MTA is a mobile application-based passenger information display system developed by the Metropolitan Transportation Authority (MTA) of New York City, formerly known as MYmta until 2024. A beta version of the app was launched on July 2, 2018. While other applications exist which serve similar functions, the MTA app is an all-in-one source for data provided directly by the MTA.

== Functionality ==
The MTA App is intended to combine MTA functionalities that are already available in separate apps such as Subway Time, Bus Time, and the Long Island Rail Road (LIRR) and Metro-North Railroad Train Time applications into one all-encompassing application. The app also includes trip planning and paratransit functionalities, and will eventually include fare payment options as well.

=== Live information ===
Similar to the MTA's Subway Time app, MYmta includes live subway arrival times. Furthermore, the app also includes live bus arrival times and map tracking with functionality similar to that found in the MTA Bus Time app.

=== Trip planning ===
Unlike previous iterations of MTA trip planners, the version included within The MTA App also supports modes of transportation not operated by the MTA, such as the Staten Island Ferry, NYC Ferry, PATH, and NJ Transit services. The MTA App can also save users' favorite trips, stations, and stops, so information about them can be accessed quickly.

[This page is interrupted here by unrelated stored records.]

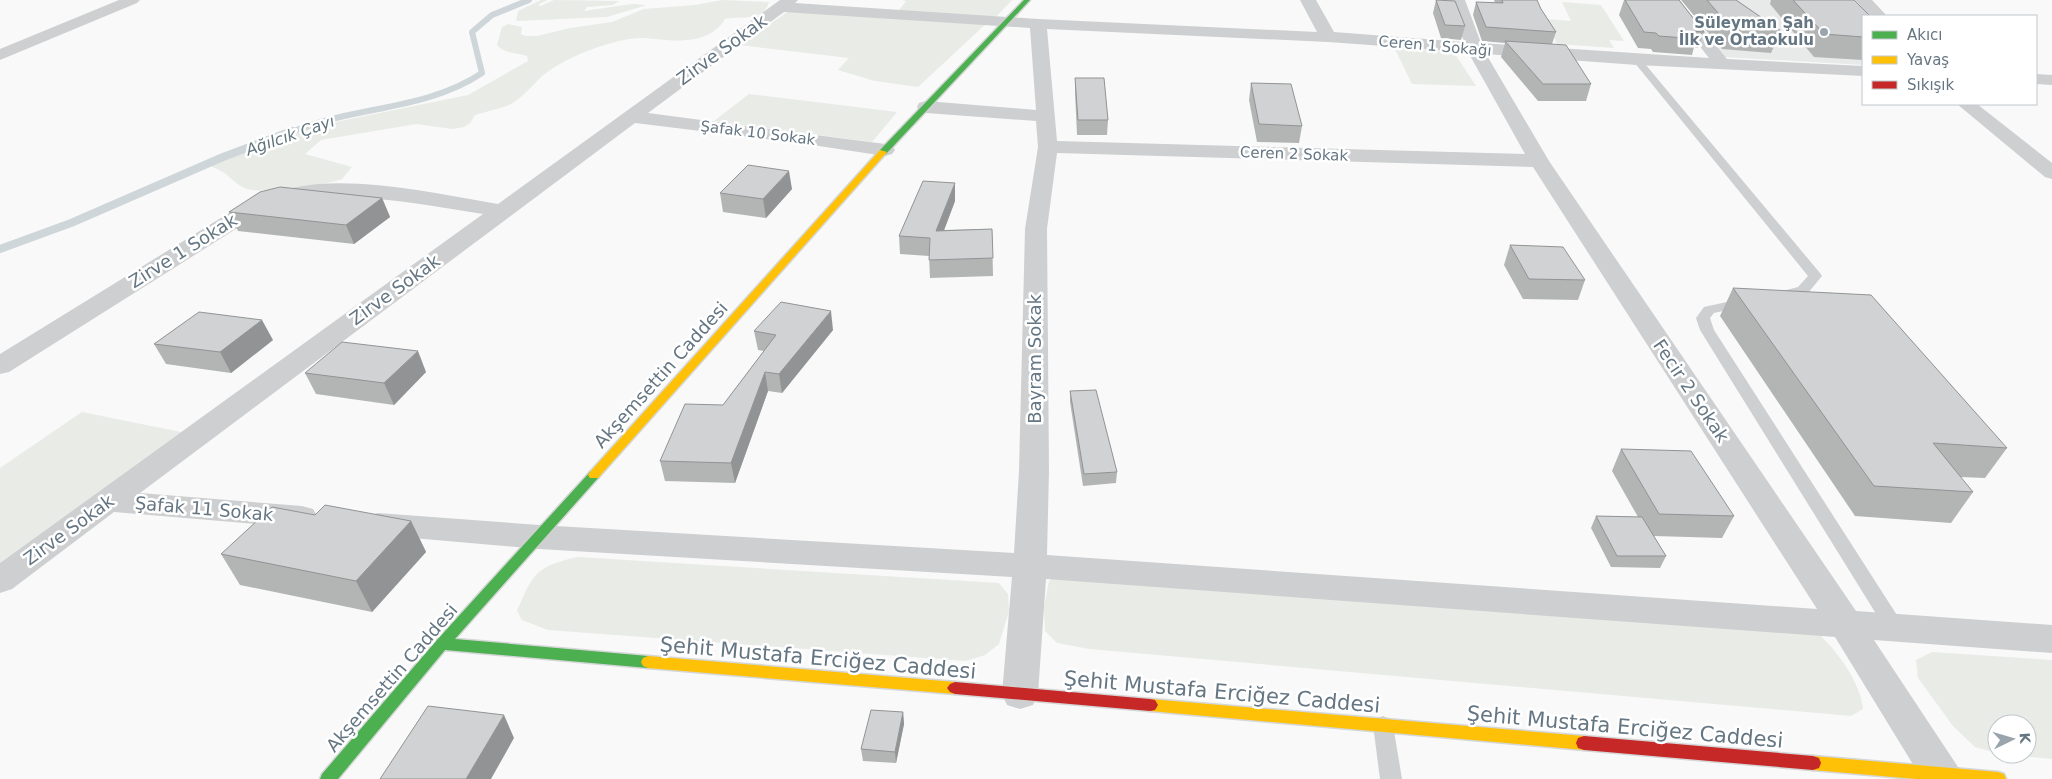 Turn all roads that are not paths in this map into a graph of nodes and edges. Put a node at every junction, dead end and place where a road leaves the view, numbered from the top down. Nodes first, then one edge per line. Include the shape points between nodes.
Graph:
1 (132, 0) edge
2 (1027, 0) edge
3 (1308, 0) edge
4 (1457, 0) edge
5 (1671, 0) edge
6 (1863, 0) edge
7 (786, 3) edge
8 (1878, 15) edge
9 (1007, 22) junction
10 (1038, 24) junction
11 (1328, 38) junction
12 (1475, 50) junction
13 (0, 55) edge
14 (1636, 60) junction
15 (1722, 64) junction
16 (1862, 71) edge
17 (2037, 79) edge
18 (2052, 80) edge
19 (1967, 105) edge
20 (926, 107) junction
21 (1044, 116) junction
22 (631, 117) junction
23 (1048, 147) junction
24 (885, 150) junction
25 (1539, 161) junction
26 (2052, 172) edge
27 (503, 211) junction
28 (0, 366) edge
29 (108, 501) junction
30 (539, 537) junction
31 (1030, 566) junction
32 (0, 580) edge
33 (1846, 625) junction
34 (1895, 628) junction
35 (2052, 639) edge
36 (442, 644) junction
37 (1020, 694) junction
38 (1383, 725) junction
39 (1943, 776) edge
40 (328, 779) edge
41 (1391, 779) edge
42 (1998, 779) edge

1 - 13 street
2 - 9 street, Akşemsettin Caddesi
3 - 11 street
4 - 12 street, Fecir 2 Sokak
5 - 15 street
6 - 8 street
7 - 9 street, Ceren 1 Sokağı
7 - 22 street, Zirve Sokak
9 - 10 street, Ceren 1 Sokağı
9 - 20 street, Akşemsettin Caddesi
10 - 11 street, Ceren 1 Sokağı
10 - 21 street, Bayram Sokak
11 - 12 street, Ceren 1 Sokağı
12 - 14 street, Ceren 1 Sokağı
12 - 25 street, Fecir 2 Sokak
14 - 15 street, Ceren 1 Sokağı
14 - 34 lane via 1815,276 1803,290 1790,295 1724,305 1708,310 1703,318 1707,330
15 - 16 street, Ceren 1 Sokağı
17 - 18 street
19 - 26 street
20 - 21 street
20 - 24 street, Akşemsettin Caddesi
21 - 23 street, Bayram Sokak
22 - 24 street, Şafak 10 Sokak
22 - 27 street, Zirve Sokak
23 - 25 street, Ceren 2 Sokak
23 - 31 street, Bayram Sokak via 1036,229 1036,414
24 - 30 street, Akşemsettin Caddesi
25 - 33 street, Fecir 2 Sokak
27 - 28 street, Zirve 1 Sokak via 341,189 279,196 258,205
27 - 29 street, Zirve Sokak
29 - 30 street, Şafak 11 Sokak
29 - 32 street, Zirve Sokak
30 - 31 street, Şafak 11 Sokak
30 - 36 street, Akşemsettin Caddesi
31 - 33 street, Şafak 11 Sokak
31 - 37 street, Bayram Sokak
33 - 34 street, Şafak 11 Sokak
33 - 39 street, Fecir 2 Sokak
34 - 35 street, Şafak 11 Sokak
36 - 37 street, Şehit Mustafa Erciğez Caddesi
36 - 40 street, Akşemsettin Caddesi
37 - 38 street, Şehit Mustafa Erciğez Caddesi
38 - 39 street, Şehit Mustafa Erciğez Caddesi
38 - 41 lane
39 - 42 street, Şehit Mustafa Erciğez Caddesi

The app also displays up-to-date information about delays and service changes so users can plan trips accordingly.

=== Paratransit and accessibility ===
The MTA App allows paratransit users to request services through Access-A-Ride, the MTA's paratransit offering.
In addition, the app reports statuses and outages of elevators and escalators in accessible stations, extending the functionality also performed by the similarly named My MTA Alerts service into application form.

=== Fare payment ===
As of 2025, the app itself does not support any direct fare payment systems. However, it does link to the MTA TrainTime App where the user can purchase and activate tickets, though the MTA has announced plans to combine eTix functionality into the MTA app.

In the future, the MTA also intends to add bus and subway fare payment options to the application as part of its new OMNY fare payment system.

== History ==
The MTA began testing the MTA App in April 2018 as MYmta, as a replacement for its existing suite of applications.

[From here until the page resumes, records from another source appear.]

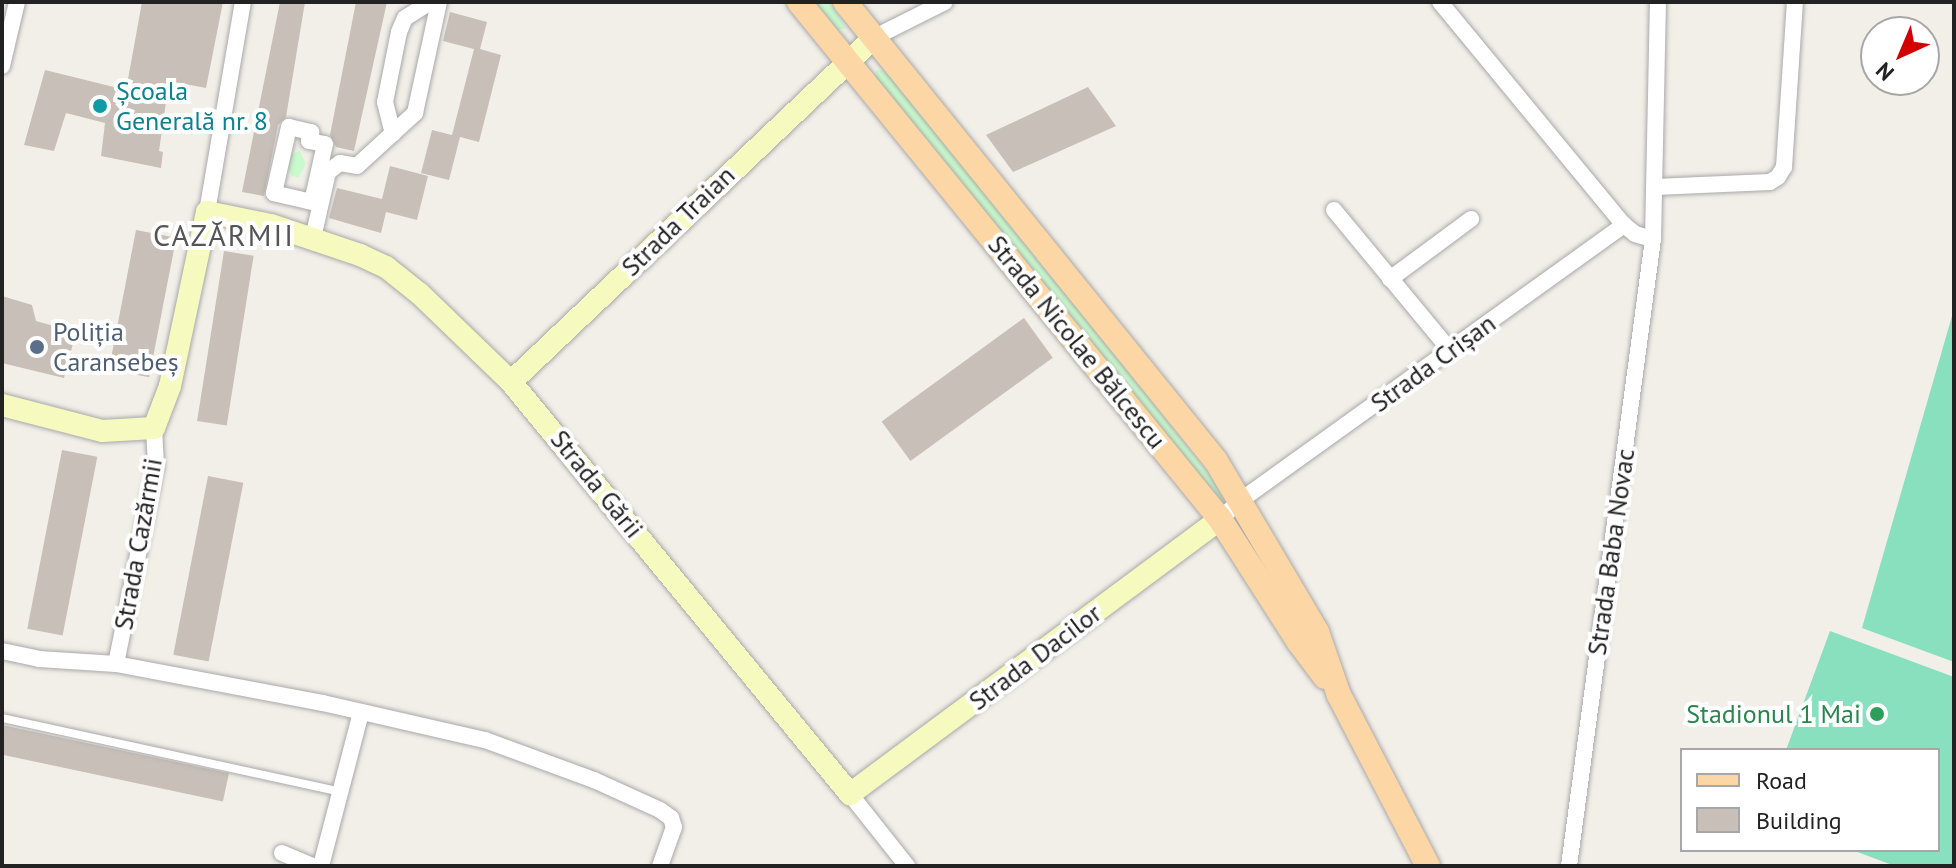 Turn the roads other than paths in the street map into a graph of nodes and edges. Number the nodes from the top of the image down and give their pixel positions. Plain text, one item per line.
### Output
1 (17, 2) edge
2 (243, 2) edge
3 (431, 2) edge
4 (439, 2) edge
5 (799, 2) edge
6 (845, 2) edge
7 (945, 2) edge
8 (1440, 2) edge
9 (1658, 2) edge
10 (1795, 2) edge
11 (873, 38) junction
12 (846, 60) junction
13 (2, 66) edge
14 (393, 134) junction
15 (1655, 187) junction
16 (312, 202) joint
17 (1334, 210) dead end
18 (207, 212) junction
19 (1471, 219) dead end
20 (1624, 225) junction
21 (313, 238) junction
22 (1653, 239) junction
23 (1390, 279) junction
24 (1450, 350) junction
25 (511, 382) junction
26 (2, 405) edge
27 (154, 428) junction
28 (1241, 500) junction
29 (1220, 519) junction
30 (2, 651) edge
31 (116, 664) junction
32 (1339, 695) junction
33 (361, 712) junction
34 (2, 718) edge
35 (342, 792) junction
36 (850, 794) junction
37 (282, 853) dead end
38 (313, 866) edge
39 (321, 866) edge
40 (660, 866) edge
41 (907, 866) edge
42 (1428, 866) edge
43 (1569, 866) edge

1 - 13 street
2 - 18 street, Strada Cazărmii
3 - 14 street
4 - 14 street
5 - 12 main road, Strada Nicolae Bălcescu
6 - 11 main road, Strada Nicolae Bălcescu
7 - 11 street
8 - 20 street
9 - 15 street, Strada Baba Novac
10 - 15 street
11 - 12 street, Strada Traian
11 - 28 main road, Strada Nicolae Bălcescu
12 - 25 street, Strada Traian
12 - 29 main road, Strada Nicolae Bălcescu
14 - 21 street
15 - 22 street, Strada Baba Novac
16 - 16 street
17 - 23 street
18 - 21 street, Strada Gării
18 - 27 street, Strada Cazărmii
19 - 23 street
20 - 22 street
20 - 24 street, Strada Crișan
21 - 25 street, Strada Gării
22 - 43 street, Strada Baba Novac
23 - 24 street
24 - 28 street, Strada Crișan
25 - 36 street, Strada Gării
26 - 27 street
27 - 31 street, Strada Cazărmii
28 - 29 street, Strada Crișan
28 - 32 main road, Strada Nicolae Bălcescu
29 - 32 main road, Strada Nicolae Bălcescu
29 - 36 street, Strada Dacilor
30 - 31 street, Strada Cazărmii
31 - 33 street, Strada Cazărmii
32 - 42 main road, Strada Nicolae Bălcescu
33 - 35 street
33 - 40 street, Strada Cazărmii
34 - 35 lane
35 - 39 street
36 - 41 street, Strada Gării
37 - 38 street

The beta version of the app was released on July 2, 2018, and it was largely received positively. John Hatchett, an Access-A-Ride user, commented, "I've really felt like we've been listened to about not only what's not working but what we would like to see to make it work better." Transit journalist Jason Rabinowitz commented: "the fact that [the MTA] launched its new app with an outdated subway map is just so deliciously good that I may skip lunch today." However, the New York City Transit chief customer officer Sarah Meyer stated that this was because "updating the map would have jeopardized the launch date" of the app.

In 2023, the MTA began making changes to revamp the MYmta app, by introducing the MTA App, its replacement. The new app has similar functionality as the MYmta app, but with additional features, such as favoriting bus stops and train stations, booking and tracking Access-A-Ride trips, an improved search function, and a visual map allowing the user to check nearby trains and buses to their location. It was initially supposed to be released late-2023 but it was pushed to March 25, 2024, when the new app was officially rolled out to the public.

In late 2025, the MTA announced it was working with Expo to introduce a revamped version of the current MTA App, slated to be released in Q1 2026. This is the same developer who made the TrainTime app. This new revamped version of the app would be released on March 25, 2026 featuring many improvements such as more accurate real-time data but removes arrival information for the Long Island Rail Road and Metro-North Railroad, along with other non-MTA services.